• **WHAT THE TASK ASKS**
In the data below, find every line with the word "Area" and copy it out.
= Beginning of Section =
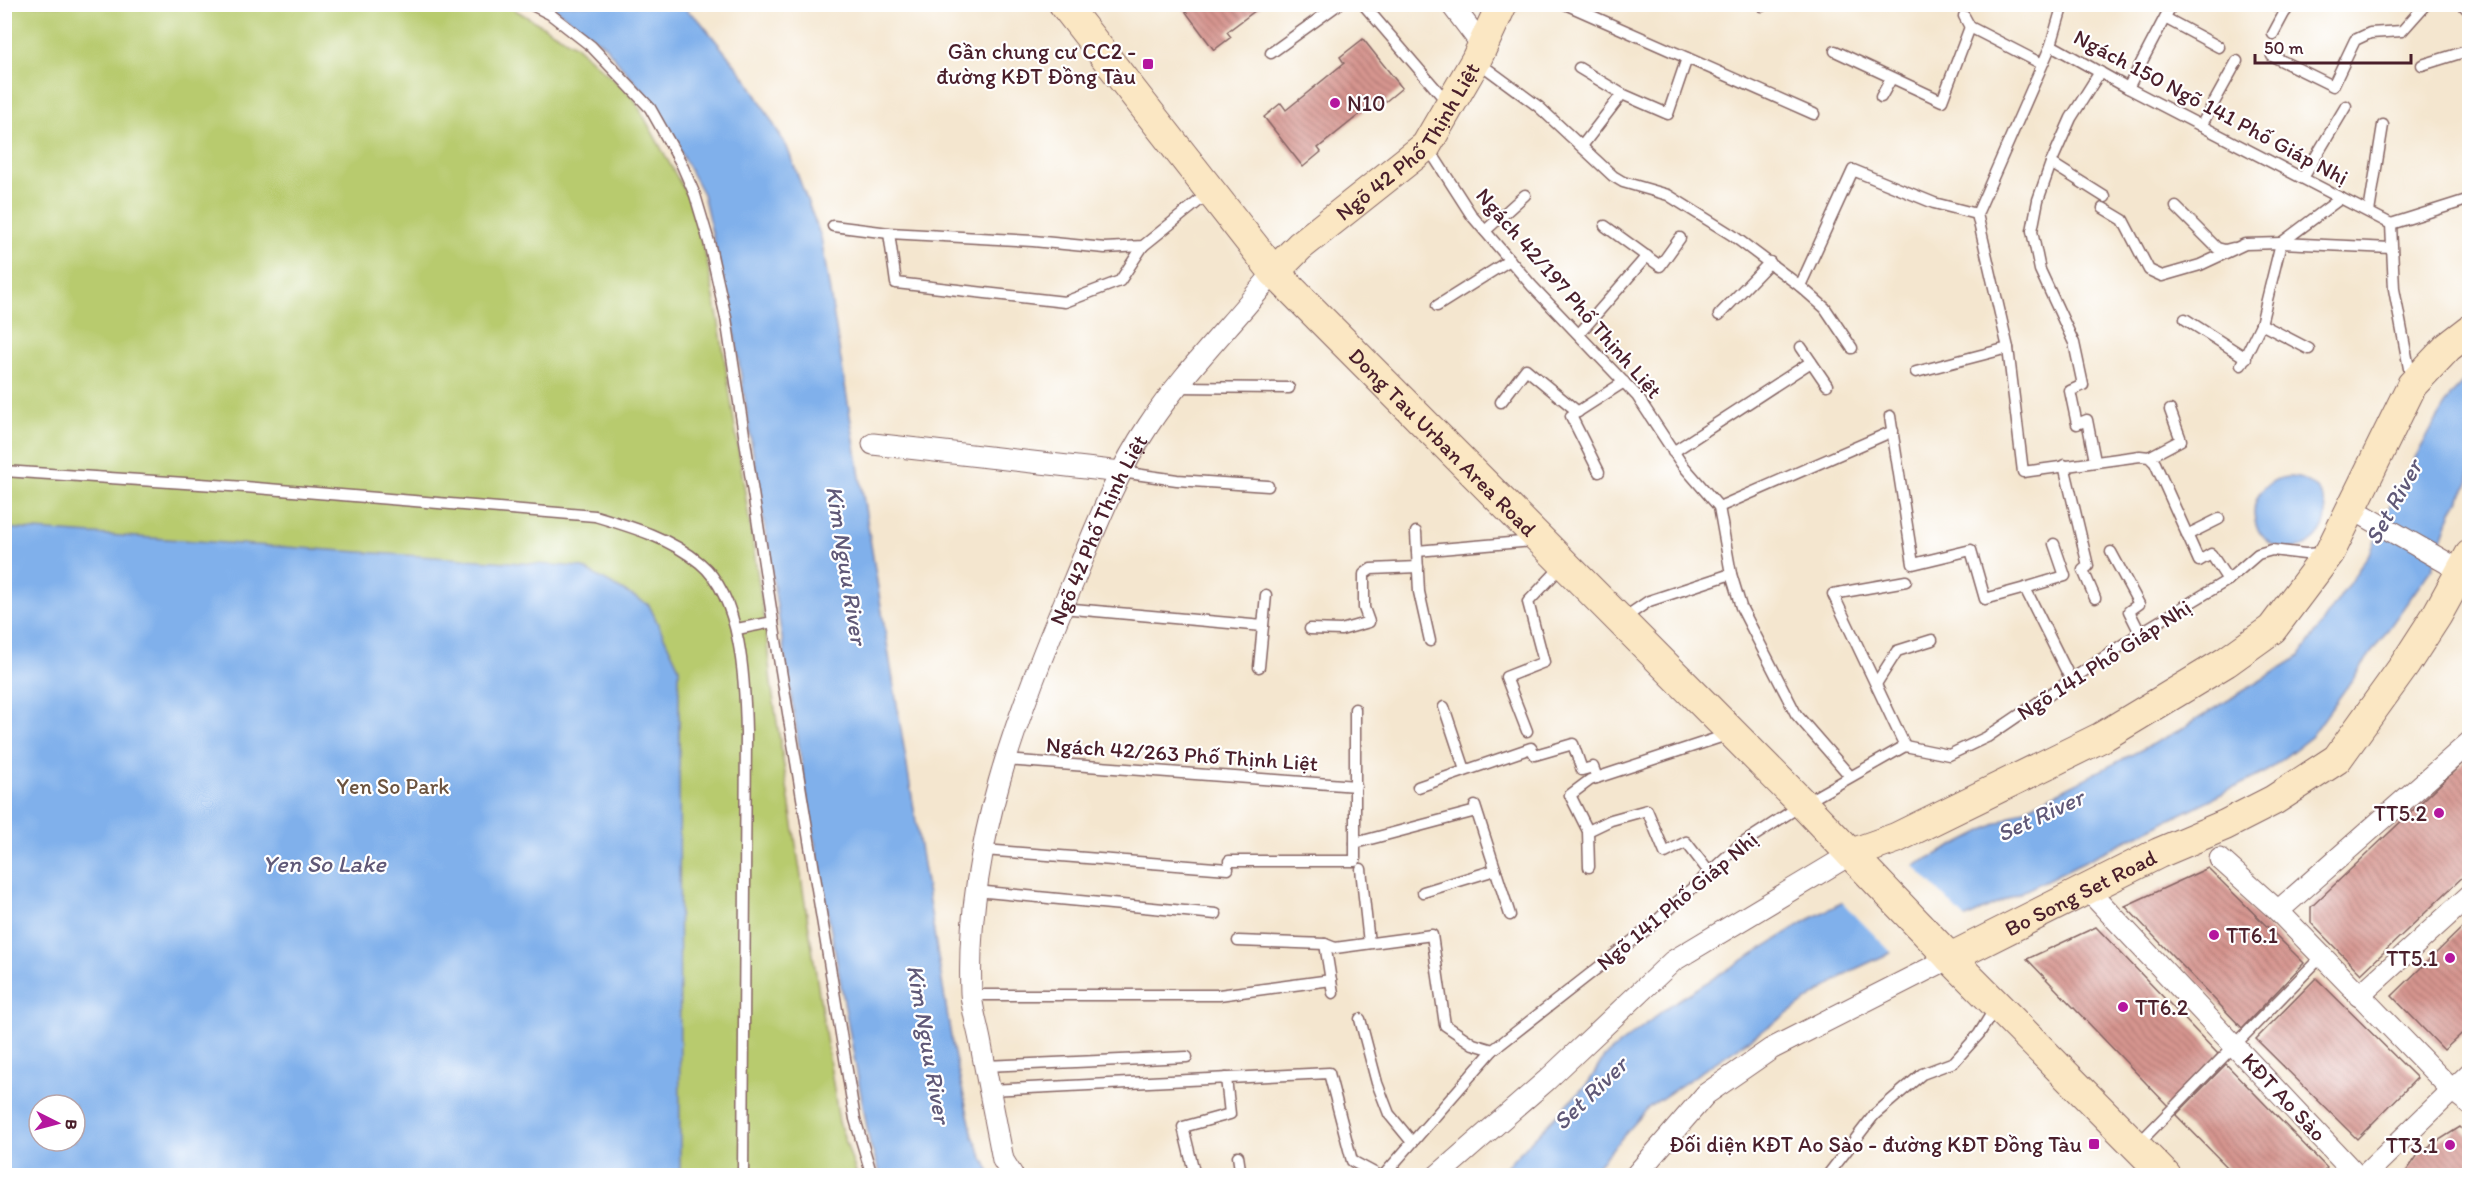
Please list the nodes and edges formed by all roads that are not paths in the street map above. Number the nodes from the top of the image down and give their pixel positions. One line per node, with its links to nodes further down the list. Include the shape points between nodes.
1 (530, 4): 119 (lane, via 550,14 591,46 650,108 695,195 726,318)
2 (1339, 4): 24 (lane)
3 (1363, 4): 36 (lane)
4 (1451, 4): 23 (street)
5 (1502, 4): 23 (street, Ngõ 42 Phố Thịnh Liệt)
6 (1564, 4): 26 (lane)
7 (2063, 4): 19 (lane, Ngách 150 Ngõ 141 Phố Giáp Nhị)
8 (2172, 4): 16 (lane)
9 (2273, 4): 13 (lane)
10 (2426, 4): 25 (lane, via 2402,31 2370,33 2355,40 2333,86)
11 (2462, 4): 14 (lane)
12 (1073, 8): 45 (street, Dong Tau Urban Area Road)
13 (2287, 8): 18 (lane)
14 (2469, 12)
15 (1964, 16): 17 (lane)
16 (2165, 18): 20 (lane); 33 (lane)
17 (1970, 27): 28 (lane); 32 (lane, via 1942,102)
18 (2273, 34)
19 (2051, 45): 28 (lane); 31 (lane, Ngách 150 Ngõ 141 Phố Giáp Nhị)
20 (2219, 47)
21 (2469, 50): 29 (lane)
22 (1834, 51): 32 (lane)
23 (1479, 52): 36 (street, Ngõ 42 Phố Thịnh Liệt); 42 (lane)
24 (1271, 53)
25 (2272, 56)
26 (1687, 58): 34 (lane, via 1668,114); 38 (lane)
27 (2237, 61): 40 (lane)
28 (2042, 64): 51 (lane)
29 (2422, 65)
30 (1579, 68): 34 (lane)
31 (2100, 72): 33 (lane, Ngách 150 Ngõ 141 Phố Giáp Nhị); 43 (lane, via 2071,118)
32 (1891, 79): 35 (lane)
33 (2128, 88): 40 (lane, Ngách 150 Ngõ 141 Phố Giáp Nhị)
34 (1622, 94): 42 (lane)
35 (1881, 97)
36 (1450, 104): 41 (street, Ngõ 42 Phố Thịnh Liệt)
37 (2346, 106): 44 (lane)
38 (1814, 114)
39 (2383, 125): 50 (lane)
40 (2201, 126): 44 (lane, Ngách 150 Ngõ 141 Phố Giáp Nhị)
41 (1426, 146): 55 (lane, Ngách 42/197 Phố Thịnh Liệt); 65 (street, Ngõ 42 Phố Thịnh Liệt, via 1300,246)
42 (1582, 146): 64 (lane, via 1623,182 1668,195)
43 (2051, 164): 59 (lane, via 2123,220 2149,270 2162,276 2200,265); 92 (lane, via 2032,231 2040,270 2074,344 2083,385 2070,391 2077,423 2087,420)
44 (2303, 178): 47 (lane, Ngách 150 Ngõ 141 Phố Giáp Nhị)
45 (1210, 192): 60 (lane); 65 (street, Dong Tau Urban Area Road)
46 (1525, 195): 55 (lane)
47 (2342, 198): 50 (lane, Ngách 150 Ngõ 141 Phố Giáp Nhị); 58 (lane)
48 (2469, 199): 52 (lane)
49 (2176, 207): 59 (lane, via 2217,248 2225,250)
50 (2369, 212): 52 (lane, Ngách 150 Ngõ 141 Phố Giáp Nhị)
51 (1977, 214): 66 (lane, via 1934,202 1853,170); 75 (lane)
52 (2391, 224): 61 (lane)
53 (833, 226): 56 (lane)
54 (1605, 226): 62 (lane)
55 (1485, 231): 63 (lane, Ngách 42/197 Phố Thịnh Liệt)
56 (889, 233): 60 (lane, via 1105,249); 60 (lane, via 896,283 1065,303 1120,281)
57 (1680, 238): 62 (lane, via 1660,266)
58 (2281, 243): 59 (lane); 61 (lane); 70 (lane)
59 (2245, 244)
60 (1143, 246)
61 (2391, 248): 81 (lane, via 2394,289)
62 (1647, 256): 72 (lane)
63 (1510, 261): 67 (lane); 72 (lane, Ngách 42/197 Phố Thịnh Liệt)
64 (1770, 262): 66 (lane); 68 (lane)
65 (1274, 272): 82 (street, Ngõ 42 Phố Thịnh Liệt); 103 (street, Dong Tau Urban Area Road)
66 (1800, 286): 74 (lane, via 1825,308)
67 (1437, 306)
68 (1719, 315)
69 (2185, 319): 70 (lane, via 2244,361)
70 (2261, 324): 76 (lane)
71 (2469, 330): 81 (street)
72 (1579, 334): 79 (lane, Ngách 42/197 Phố Thịnh Liệt)
73 (1801, 347): 77 (lane)
74 (1852, 348)
75 (2008, 348): 78 (lane); 93 (lane, via 2023,472)
76 (2309, 349)
77 (1811, 362): 80 (lane); 90 (lane)
78 (1916, 372)
79 (1624, 382): 86 (lane); 90 (lane, Ngách 42/197 Phố Thịnh Liệt)
80 (1827, 385)
81 (2412, 385): 99 (street)
82 (1176, 387): 83 (lane); 96 (street, Ngõ 42 Phố Thịnh Liệt)
83 (1289, 387)
84 (1501, 402): 86 (lane, via 1526,369)
85 (2170, 410): 91 (lane, via 2181,440)
86 (1578, 412): 95 (lane, via 1571,416)
87 (1890, 417): 88 (lane)
88 (1893, 431): 98 (lane); 114 (lane, via 1913,564 1971,550 1985,599)
89 (873, 444): 96 (street)
90 (1673, 452): 98 (lane, Ngách 42/197 Phố Thịnh Liệt)
91 (2149, 457): 92 (lane); 102 (lane)
92 (2095, 461): 93 (lane)
93 (2064, 465): 116 (lane, via 2088,567 2083,570)
94 (4, 471): 121 (lane, via 595,516 638,529 702,564 718,584)
95 (1599, 471)
96 (1121, 472): 97 (lane); 117 (street, Ngõ 42 Phố Thịnh Liệt)
97 (1268, 486)
98 (1719, 507): 111 (lane, Ngách 42/197 Phố Thịnh Liệt)
99 (2363, 515): 107 (street); 108 (street)
100 (2219, 519): 102 (lane)
101 (1416, 532): 105 (lane)
102 (2187, 535): 113 (lane, via 2199,561 2211,554)
103 (1539, 540): 105 (lane); 109 (street, Dong Tau Urban Area Road)
104 (2054, 544): 114 (lane, via 2065,576)
105 (1417, 551): 110 (lane)
106 (2111, 552): 123 (lane, via 2139,604 2129,611)
107 (2330, 552): 113 (lane, Ngõ 141 Phố Giáp Nhị, via 2305,555 2272,550 2258,554); 145 (street, via 2272,629 2226,662 2102,737 1896,838)
108 (2456, 562): 151 (street, Bo Song Set Road, via 2409,658 2337,759 2274,800)
109 (1564, 565): 118 (street, Dong Tau Urban Area Road); 131 (lane, via 1528,602 1544,662 1506,677)
110 (1418, 567): 122 (lane, via 1371,569 1364,574 1364,608 1369,622 1341,630); 125 (lane, via 1419,592)
111 (1731, 574): 118 (lane, via 1649,601); 137 (lane, Ngách 42/197 Phố Thịnh Liệt, via 1741,608 1796,714)
112 (1906, 580): 128 (lane, via 1833,594)
113 (2229, 580): 123 (lane, Ngõ 141 Phố Giáp Nhị)
114 (2025, 588): 127 (lane)
115 (1266, 595): 120 (lane)
116 (2095, 598)
117 (1062, 608): 120 (lane); 135 (street, Ngõ 42 Phố Thịnh Liệt)
118 (1621, 620): 132 (street, Dong Tau Urban Area Road)
119 (773, 622): 121 (lane); 182 (lane, via 855,1119)
120 (1263, 626): 126 (lane)
121 (737, 629): 181 (lane, via 747,733)
122 (1310, 630)
123 (2140, 633): 127 (lane, Ngõ 141 Phố Giáp Nhị)
124 (1932, 640): 128 (lane, via 1897,651)
125 (1430, 641)
126 (1259, 667)
127 (2072, 682): 134 (lane, Ngõ 141 Phố Giáp Nhị, via 1987,737 1949,755)
128 (1876, 684): 134 (lane)
129 (1444, 707): 136 (lane)
130 (1355, 709): 139 (lane)
131 (1527, 731)
132 (1733, 733): 138 (lane); 141 (street, Dong Tau Urban Area Road)
133 (2469, 742): 155 (street)
134 (1905, 746): 137 (lane, Ngõ 141 Phố Giáp Nhị)
135 (1005, 760): 139 (lane, Ngách 42/263 Phố Thịnh Liệt); 144 (street, Ngõ 42 Phố Thịnh Liệt)
136 (1466, 770): 138 (lane, via 1531,748 1535,755 1573,744 1582,770 1593,767); 140 (lane)
137 (1850, 776): 141 (lane, Ngõ 141 Phố Giáp Nhị)
138 (1593, 779): 142 (lane, via 1570,795)
139 (1356, 786): 143 (lane)
140 (1418, 787)
141 (1803, 804): 145 (street, Dong Tau Urban Area Road); 150 (lane, Ngõ 141 Phố Giáp Nhị, via 1737,846)
142 (1588, 831): 148 (lane); 150 (lane, via 1647,810 1665,853 1686,842)
143 (1355, 843): 147 (lane); 149 (lane, via 1475,808)
144 (984, 850): 147 (lane, via 1228,865); 152 (street, Ngõ 42 Phố Thịnh Liệt)
145 (1851, 854): 161 (street, Dong Tau Urban Area Road); 187 (street, Ngõ 141 Phố Giáp Nhị, via 1673,962)
146 (2220, 859): 155 (street)
147 (1358, 865): 159 (lane)
148 (1589, 867)
149 (1496, 870): 153 (lane); 157 (lane)
150 (1709, 872): 170 (lane, Ngõ 141 Phố Giáp Nhị, via 1650,927)
151 (2088, 890): 161 (street, Bo Song Set Road); 169 (street, KĐT Ao Sào)
152 (976, 891): 156 (lane); 165 (street, Ngõ 42 Phố Thịnh Liệt)
153 (1423, 892)
154 (2469, 895): 166 (street)
155 (2278, 911): 162 (street)
156 (1216, 914)
157 (1509, 915)
158 (1238, 941): 160 (lane)
159 (1369, 943): 160 (lane, via 1335,948); 170 (lane, via 1432,934 1445,1025 1473,1044)
160 (1325, 944): 163 (lane)
161 (1945, 953): 167 (street); 188 (street, Bo Song Set Road, via 1771,1049 1706,1094)
162 (2322, 956): 166 (street); 169 (lane, KĐT Ao Sào)
163 (1331, 980): 164 (lane); 165 (lane, via 1219,995)
164 (1333, 993)
165 (971, 995): 172 (street, Ngõ 42 Phố Thịnh Liệt)
166 (2359, 996): 176 (street)
167 (1997, 1005): 179 (street); 189 (lane, via 1979,1034 1954,1062 1922,1074 1874,1115)
168 (1360, 1019): 178 (lane, via 1389,1114)
169 (2236, 1046): 179 (lane, KĐT Ao Sào); 191 (street, KĐT Ao Sào)
170 (1493, 1050): 178 (lane, Ngõ 141 Phố Giáp Nhị)
171 (1187, 1057): 172 (lane)
172 (985, 1066): 175 (street, Ngõ 42 Phố Thịnh Liệt)
173 (2469, 1072): 176 (street)
174 (1226, 1078): 175 (lane); 184 (lane, via 1230,1114 1183,1127); 186 (lane, via 1329,1073 1352,1161)
175 (990, 1090): 183 (street, Ngõ 42 Phố Thịnh Liệt, via 1003,1160)
176 (2452, 1090): 177 (street); 192 (street)
177 (2469, 1104)
178 (1412, 1142): 186 (lane, Ngõ 141 Phố Giáp Nhị)
179 (2136, 1146): 190 (street)
180 (1238, 1156): 185 (lane)
181 (743, 1176)
182 (872, 1176)
183 (1013, 1176)
184 (1195, 1176)
185 (1241, 1176)
186 (1381, 1176)
187 (1437, 1176)
188 (1635, 1176)
189 (1827, 1176)
190 (2166, 1176)
191 (2357, 1176)
192 (2364, 1176)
= End of Section =
• **ANSWER**
12 (1073, 8): 45 (street, Dong Tau Urban Area Road)
45 (1210, 192): 60 (lane); 65 (street, Dong Tau Urban Area Road)
65 (1274, 272): 82 (street, Ngõ 42 Phố Thịnh Liệt); 103 (street, Dong Tau Urban Area Road)
103 (1539, 540): 105 (lane); 109 (street, Dong Tau Urban Area Road)
109 (1564, 565): 118 (street, Dong Tau Urban Area Road); 131 (lane, via 1528,602 1544,662 1506,677)
118 (1621, 620): 132 (street, Dong Tau Urban Area Road)
132 (1733, 733): 138 (lane); 141 (street, Dong Tau Urban Area Road)
141 (1803, 804): 145 (street, Dong Tau Urban Area Road); 150 (lane, Ngõ 141 Phố Giáp Nhị, via 1737,846)
145 (1851, 854): 161 (street, Dong Tau Urban Area Road); 187 (street, Ngõ 141 Phố Giáp Nhị, via 1673,962)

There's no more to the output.